Mountain in Colorado, United States

Star Peak is a 13527 ft summit on the shared border between Gunnison County and Pitkin County in Colorado, United States.

==Description==
Star Peak is situated 12 mi west of the Continental Divide in the Elk Mountains which are a subrange of the Rocky Mountains. The mountain is located 15 mi south of the community of Aspen and set on the boundary shared by White River National Forest and Gunnison National Forest. It ranks as the fourth-highest peak within the Gunnison National Forest. Precipitation runoff from the mountain's north slope drains to the Roaring Fork River via Cooper Creek and Castle Creek, the east slope drains into headwaters of the Taylor River, and the south slope drains into East Brush Creek which is a tributary of the East River.
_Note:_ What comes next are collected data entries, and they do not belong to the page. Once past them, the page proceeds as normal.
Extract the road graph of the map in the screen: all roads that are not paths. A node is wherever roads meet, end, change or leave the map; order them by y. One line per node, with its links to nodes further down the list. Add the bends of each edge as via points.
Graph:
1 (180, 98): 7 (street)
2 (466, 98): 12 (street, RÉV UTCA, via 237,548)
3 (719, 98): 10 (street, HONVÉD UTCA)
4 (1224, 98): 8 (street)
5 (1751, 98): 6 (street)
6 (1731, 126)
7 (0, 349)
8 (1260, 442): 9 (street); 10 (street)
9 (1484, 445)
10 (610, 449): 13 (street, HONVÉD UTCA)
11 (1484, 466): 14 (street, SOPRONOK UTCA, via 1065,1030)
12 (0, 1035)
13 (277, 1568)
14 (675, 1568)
Topographic relief is modest as the summit rises over 2100 ft above Taylor River in 1 mi. The mountain's toponym has been officially adopted by the United States Board on Geographic Names, and has been recorded in publications since at least 1899.

==Climate==
According to the Köppen climate classification system, Star Peak is located in an alpine subarctic climate zone with cold, snowy winters, and cool to warm summers. Due to its altitude, it receives precipitation all year, as snow in winter, and as thunderstorms in summer, with a dry period in late spring.